Define the real valued function
$$ \sin:\mathbb{R} \rightarrow \mathbb{R}, \qquad given ~~by \qquad \sin(x) := x-\frac{x^3}{3!} + \frac{x^5}{5!} – \frac{x^7}{7!} + \ldots $$
How does one show $\sin(x)$ is bounded using this definition? Note that you are not allowed to
use the power series of $\cos(x)$ and try to show $\sin^2(x) + \cos^2(x) =1$ and
then prove they are bounded. I want a direct proof using the power series of $\sin(x)$.
Remark: I am looking for a proof that will allow me to modify/mimic the arguments if I am given some DIFFERENT power series that also happens to be bounded (but which doesn't have all the nice properties of sin(x) and cos(x) ). That is the motivation for the question. Take the power series of $\exp(-x^2)$ for example. Why is that bounded?
Best Answer
The coefficient of $x^n$ is $\frac{i^n+(-i)^n}{2n!}$. (We don't really need complex numbers here, but that's a convenient way of explcitly describing the coefficient)

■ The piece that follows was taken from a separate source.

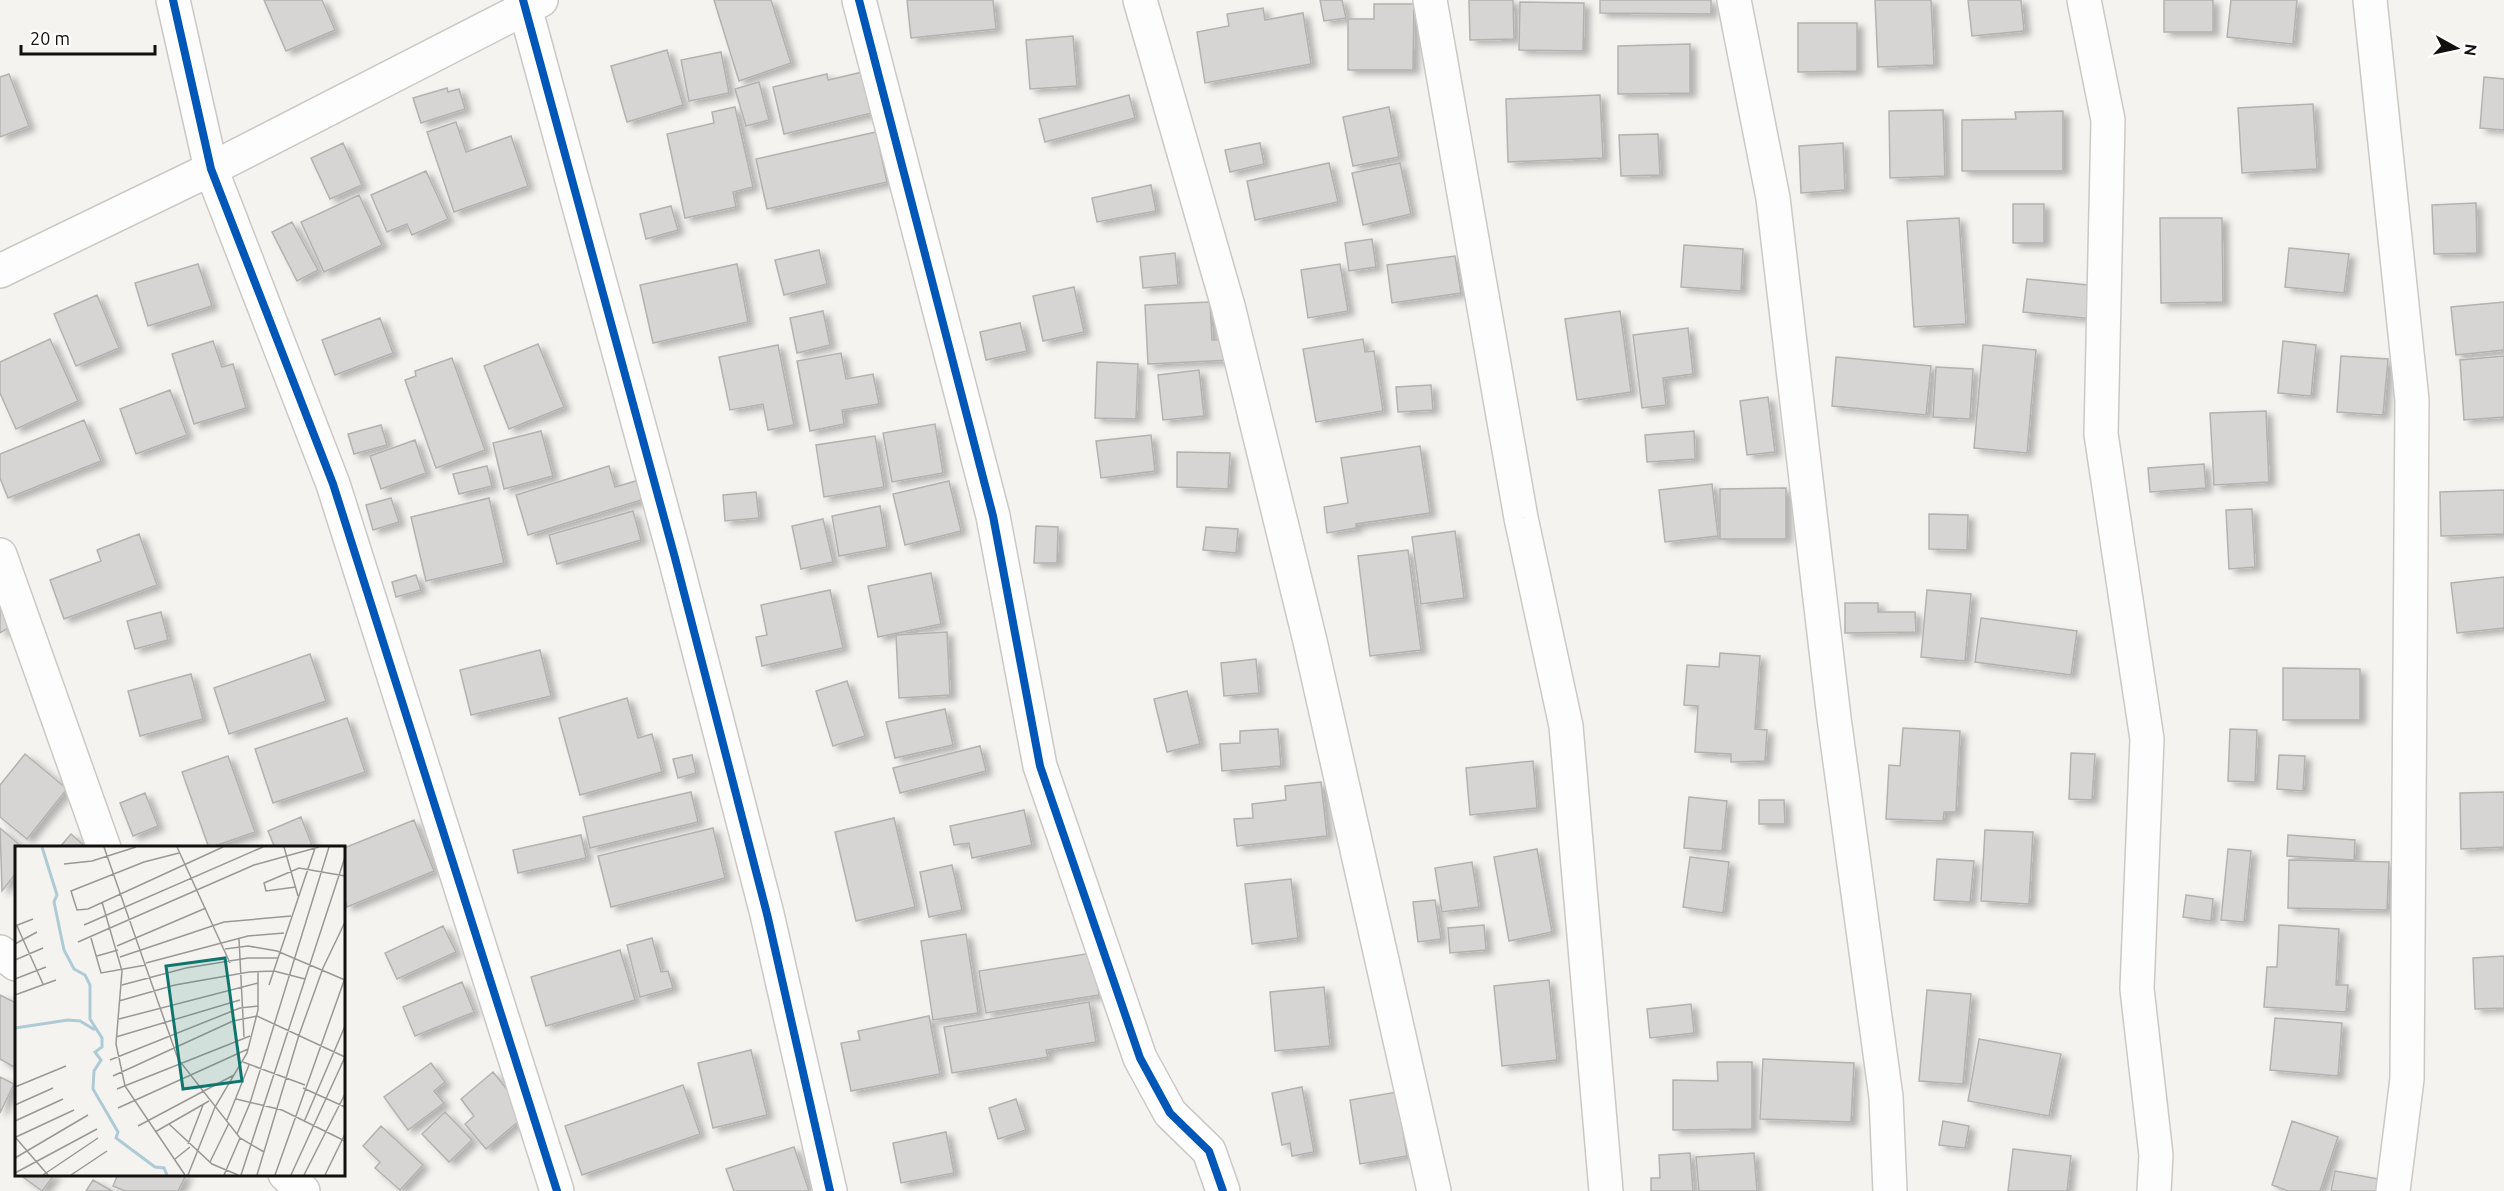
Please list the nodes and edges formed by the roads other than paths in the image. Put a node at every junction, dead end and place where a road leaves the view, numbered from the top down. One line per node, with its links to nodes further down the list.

To ban the forbidden tricks, let us simply not use derivatives at all!
We have $$ \sin 1 = 1-\frac1{3!}+\frac1{5!}\mp\ldots>1-\frac1{3!}=\frac56$$ because the summands are decreasing in absolute value. And $$\sin 4 =4-\frac{4^3}{3!}+\frac{4^5}{5!}\mp\ldots<4-\frac{4^3}{3!}+\frac{4^5}{5!}-\frac{4^7}{7!}+\frac{4^9}{9!}= -\frac{268}{405}$$ because all but the first few summands are decreasing in absolute value. By continuity, there exists a number $\pi\in(1,4)$ with $\sin\pi=0$. Then (absolute convergence justifies sum swapping) $$\begin{align}\sin(x+\pi)&=\sum_{n=0}^\infty \frac{i^n+(-i)^n}{2n!}(x+\pi)^n\\&=\sum_{n=0}^\infty\sum_{k=0}^n\frac{i^n+(-i)^n}{2n!}\frac{n!}{k!(n-k)!}x^k\pi^{n-k}\\ &=\sum_{k=0}^\infty \frac{x^k}{k!}\sum_{n=k}^\infty\frac{i^n+(-i)^n}{2(n-k)!}\pi^{n-k}\\ &=\sum_{k=0}^\infty \frac{x^k}{k!}\sum_{m=0}^\infty\frac{i^{m+k}+(-i)^{m+k}}{2m!}\pi^m\\ \end{align}$$ If $k\equiv0\pmod 4$, the inner series is $\sin\pi=0$. If $k\equiv 2\pmod 4$, it is $-\sin\pi=0$. If $k\equiv 1\pmod 4$, it is $c$, and if $k\equiv 3\pmod 4$ it is $-c$, where $c:=\sum_{m=0}^\infty\frac{i^{m+1}+(-i)^{m+1}}{2m!}\pi^m$. We conclude that $$ \sin(x+\pi)=c\sin x.$$ Directly from the series, we see that $\sin$ is odd, i.e. $\sin(-x)=-\sin x$. Hence $$\sin(x-\pi)=-\sin(-x+\pi)=-c \sin(-x)=c\sin x$$ and ultimatley $$\sin x=\sin(x+\pi-\pi)=c^2\sin x$$ for all $x$. Then from $\sin(x+2\pi)=c\sin(x+\pi)=c^2\sin x=\sin x$, we see that $\sin$ is a periodic continuos function, hence bounded.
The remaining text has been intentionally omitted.